= Samuel R. Gross =

American lawyer and professor (born 1946)

Samuel Raymond Gross (born 1946) is an American lawyer and the Thomas and Mabel Long Professor of Law at the University of Michigan Law School. Gross is best known for his work in false convictions and exonerations, notably the Larry Griffin death penalty case.

Gross is the editor of the National Registry of Exonerations project.
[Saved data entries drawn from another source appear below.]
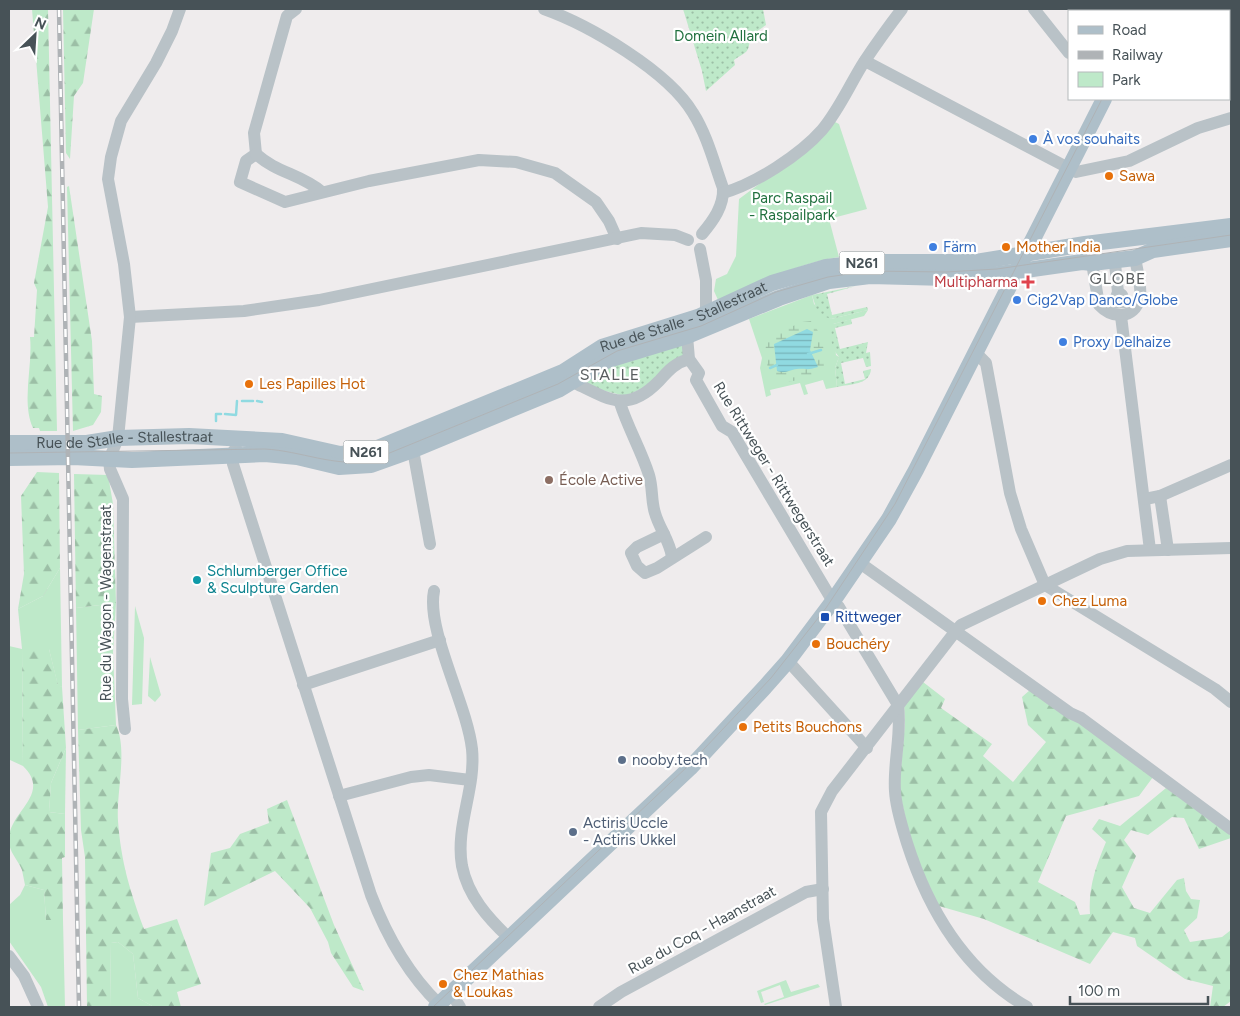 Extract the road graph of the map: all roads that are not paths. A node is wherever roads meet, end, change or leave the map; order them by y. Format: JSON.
{"nodes":[{"id":1,"x":180,"y":9,"type":"edge"},
{"id":2,"x":296,"y":9,"type":"edge"},
{"id":3,"x":544,"y":9,"type":"edge"},
{"id":4,"x":902,"y":9,"type":"edge"},
{"id":5,"x":1034,"y":9,"type":"edge"},
{"id":6,"x":1068,"y":51,"type":"edge"},
{"id":7,"x":865,"y":61,"type":"junction"},
{"id":8,"x":1104,"y":100,"type":"edge"},
{"id":9,"x":1231,"y":118,"type":"edge"},
{"id":10,"x":256,"y":154,"type":"junction"},
{"id":11,"x":1070,"y":169,"type":"junction"},
{"id":12,"x":322,"y":192,"type":"junction"},
{"id":13,"x":723,"y":193,"type":"junction"},
{"id":14,"x":1231,"y":226,"type":"edge"},
{"id":15,"x":702,"y":234,"type":"junction"},
{"id":16,"x":617,"y":239,"type":"junction"},
{"id":17,"x":1231,"y":239,"type":"edge"},
{"id":18,"x":688,"y":240,"type":"junction"},
{"id":19,"x":700,"y":249,"type":"junction"},
{"id":20,"x":1025,"y":255,"type":"junction"},
{"id":21,"x":1133,"y":261,"type":"junction"},
{"id":22,"x":1095,"y":266,"type":"junction"},
{"id":23,"x":1115,"y":266,"type":"junction"},
{"id":24,"x":1017,"y":272,"type":"junction"},
{"id":25,"x":1120,"y":306,"type":"junction"},
{"id":26,"x":706,"y":313,"type":"junction"},
{"id":27,"x":130,"y":317,"type":"junction"},
{"id":28,"x":687,"y":336,"type":"junction"},
{"id":29,"x":976,"y":353,"type":"junction"},
{"id":30,"x":689,"y":359,"type":"junction"},
{"id":31,"x":573,"y":382,"type":"junction"},
{"id":32,"x":620,"y":403,"type":"junction"},
{"id":33,"x":242,"y":440,"type":"junction"},
{"id":34,"x":9,"y":443,"type":"edge"},
{"id":35,"x":113,"y":449,"type":"junction"},
{"id":36,"x":413,"y":450,"type":"junction"},
{"id":37,"x":232,"y":456,"type":"junction"},
{"id":38,"x":9,"y":458,"type":"edge"},
{"id":39,"x":1231,"y":464,"type":"edge"},
{"id":40,"x":1160,"y":496,"type":"junction"},
{"id":41,"x":1145,"y":499,"type":"junction"},
{"id":42,"x":664,"y":534,"type":"junction"},
{"id":43,"x":706,"y":537,"type":"dead end"},
{"id":44,"x":430,"y":544,"type":"dead end"},
{"id":45,"x":1231,"y":548,"type":"edge"},
{"id":46,"x":1150,"y":550,"type":"junction"},
{"id":47,"x":1168,"y":550,"type":"junction"},
{"id":48,"x":672,"y":557,"type":"junction"},
{"id":49,"x":860,"y":562,"type":"junction"},
{"id":50,"x":1045,"y":585,"type":"junction"},
{"id":51,"x":434,"y":591,"type":"dead end"},
{"id":52,"x":833,"y":601,"type":"junction"},
{"id":53,"x":955,"y":632,"type":"junction"},
{"id":54,"x":440,"y":640,"type":"junction"},
{"id":55,"x":788,"y":661,"type":"junction"},
{"id":56,"x":303,"y":685,"type":"junction"},
{"id":57,"x":1231,"y":702,"type":"edge"},
{"id":58,"x":898,"y":704,"type":"junction"},
{"id":59,"x":125,"y":729,"type":"dead end"},
{"id":60,"x":867,"y":748,"type":"junction"},
{"id":61,"x":470,"y":780,"type":"junction"},
{"id":62,"x":338,"y":796,"type":"junction"},
{"id":63,"x":1231,"y":830,"type":"edge"},
{"id":64,"x":823,"y":889,"type":"junction"},
{"id":65,"x":509,"y":938,"type":"junction"},
{"id":66,"x":9,"y":956,"type":"edge"},
{"id":67,"x":442,"y":1001,"type":"edge"},
{"id":68,"x":38,"y":1007,"type":"edge"},
{"id":69,"x":460,"y":1007,"type":"edge"},
{"id":70,"x":599,"y":1007,"type":"edge"},
{"id":71,"x":836,"y":1007,"type":"edge"},
{"id":72,"x":1027,"y":1007,"type":"edge"}],
"edges":[{"from":1,"to":27,"type":"street"},
{"from":2,"to":10,"type":"street"},
{"from":3,"to":13,"type":"street"},
{"from":4,"to":7,"type":"street"},
{"from":5,"to":6,"type":"street"},
{"from":7,"to":11,"type":"street"},
{"from":7,"to":13,"type":"street"},
{"from":8,"to":11,"type":"main road"},
{"from":9,"to":11,"type":"street"},
{"from":10,"to":12,"type":"street"},
{"from":10,"to":12,"type":"street"},
{"from":11,"to":20,"type":"main road"},
{"from":12,"to":16,"type":"street"},
{"from":13,"to":15,"type":"street"},
{"from":14,"to":20,"type":"main road","number":"N261"},
{"from":15,"to":18,"type":"street"},
{"from":15,"to":19,"type":"street"},
{"from":16,"to":18,"type":"street"},
{"from":16,"to":27,"type":"street"},
{"from":17,"to":21,"type":"main road","number":"N261"},
{"from":18,"to":19,"type":"street"},
{"from":19,"to":26,"type":"street"},
{"from":20,"to":24,"type":"main road"},
{"from":20,"to":26,"type":"main road","name":"Rue de Stalle - Stallestraat","number":"N261"},
{"from":21,"to":22,"type":"main road","number":"N261"},
{"from":21,"to":23,"type":"street"},
{"from":21,"to":25,"type":"street"},
{"from":22,"to":23,"type":"street"},
{"from":22,"to":24,"type":"main road","number":"N261"},
{"from":22,"to":25,"type":"street"},
{"from":23,"to":25,"type":"street"},
{"from":24,"to":28,"type":"main road","name":"Rue de Stalle - Stallestraat","number":"N261"},
{"from":24,"to":29,"type":"main road"},
{"from":25,"to":41,"type":"street"},
{"from":26,"to":33,"type":"main road","name":"Rue de Stalle - Stallestraat","number":"N261"},
{"from":27,"to":35,"type":"street"},
{"from":28,"to":30,"type":"street","name":"Rue Rittweger - Rittwegerstraat"},
{"from":28,"to":31,"type":"main road","name":"Rue de Stalle - Stallestraat","number":"N261"},
{"from":29,"to":49,"type":"main road"},
{"from":29,"to":50,"type":"street"},
{"from":30,"to":32,"type":"street"},
{"from":30,"to":52,"type":"street","name":"Rue Rittweger - Rittwegerstraat"},
{"from":31,"to":32,"type":"street"},
{"from":31,"to":36,"type":"main road","name":"Rue de Stalle - Stallestraat","number":"N261"},
{"from":32,"to":42,"type":"street"},
{"from":33,"to":35,"type":"main road","name":"Rue de Stalle - Stallestraat","number":"N261"},
{"from":33,"to":37,"type":"street","name":"Rue de Stalle - Stallestraat"},
{"from":34,"to":35,"type":"main road","name":"Rue de Stalle - Stallestraat","number":"N261"},
{"from":35,"to":37,"type":"main road","name":"Rue de Stalle - Stallestraat","number":"N261"},
{"from":35,"to":38,"type":"main road","name":"Rue de Stalle - Stallestraat","number":"N261"},
{"from":35,"to":59,"type":"street","name":"Rue du Wagon - Wagenstraat"},
{"from":36,"to":37,"type":"main road","name":"Rue de Stalle - Stallestraat","number":"N261"},
{"from":36,"to":44,"type":"street"},
{"from":37,"to":56,"type":"street"},
{"from":39,"to":40,"type":"street"},
{"from":40,"to":41,"type":"street"},
{"from":40,"to":47,"type":"street"},
{"from":41,"to":46,"type":"street"},
{"from":42,"to":48,"type":"street"},
{"from":42,"to":48,"type":"street"},
{"from":43,"to":48,"type":"street"},
{"from":45,"to":47,"type":"street"},
{"from":46,"to":47,"type":"street"},
{"from":46,"to":50,"type":"street"},
{"from":49,"to":52,"type":"main road"},
{"from":49,"to":53,"type":"street"},
{"from":50,"to":53,"type":"street"},
{"from":50,"to":57,"type":"street"},
{"from":51,"to":54,"type":"street"},
{"from":52,"to":55,"type":"main road"},
{"from":52,"to":58,"type":"street","name":"Rue Rittweger - Rittwegerstraat"},
{"from":53,"to":58,"type":"street"},
{"from":53,"to":63,"type":"street"},
{"from":54,"to":56,"type":"street"},
{"from":54,"to":61,"type":"street"},
{"from":55,"to":60,"type":"street"},
{"from":55,"to":65,"type":"main road"},
{"from":56,"to":62,"type":"street"},
{"from":58,"to":60,"type":"street"},
{"from":58,"to":72,"type":"street"},
{"from":60,"to":64,"type":"street"},
{"from":61,"to":62,"type":"street"},
{"from":61,"to":65,"type":"street"},
{"from":62,"to":67,"type":"street"},
{"from":64,"to":70,"type":"street","name":"Rue du Coq - Haanstraat"},
{"from":64,"to":71,"type":"street"},
{"from":65,"to":67,"type":"main road"},
{"from":66,"to":68,"type":"street"},
{"from":67,"to":69,"type":"street"}]}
Samuel Gross has been leading a team of lawyers in statistics and in law, which determined the likely number of unjust convictions of prisoners on death row. The study determined that at least 4% of people on death row were and are innocent. The research was peer reviewed with the Proceedings of the National Academy of Sciences which later published it. Gross has stated that he firmly believes some innocent people have been executed.

==Background==
Before coming to Michigan Law, Gross served as an attorney for the United Farm Workers Union in California and the Wounded Knee Legal Defense Committee in Nebraska and South Dakota. He came to Michigan Law from the faculty at Stanford Law School and was previously a visiting professor at Yale Law School. He graduated from Columbia College in 1968 and earned a J.D. from the University of California, Berkeley in 1973. Gross argued Lockhart v. McCree before the United States Supreme Court.

== Career ==
Gross led a team that investigated exonerations in the United States from 1989 to 2003. They determined that during that 15-year period, 340 exonerations were given, of which 144 were cleared by DNA evidence. 80% of the exonerated individuals had been imprisoned for at least 5 years.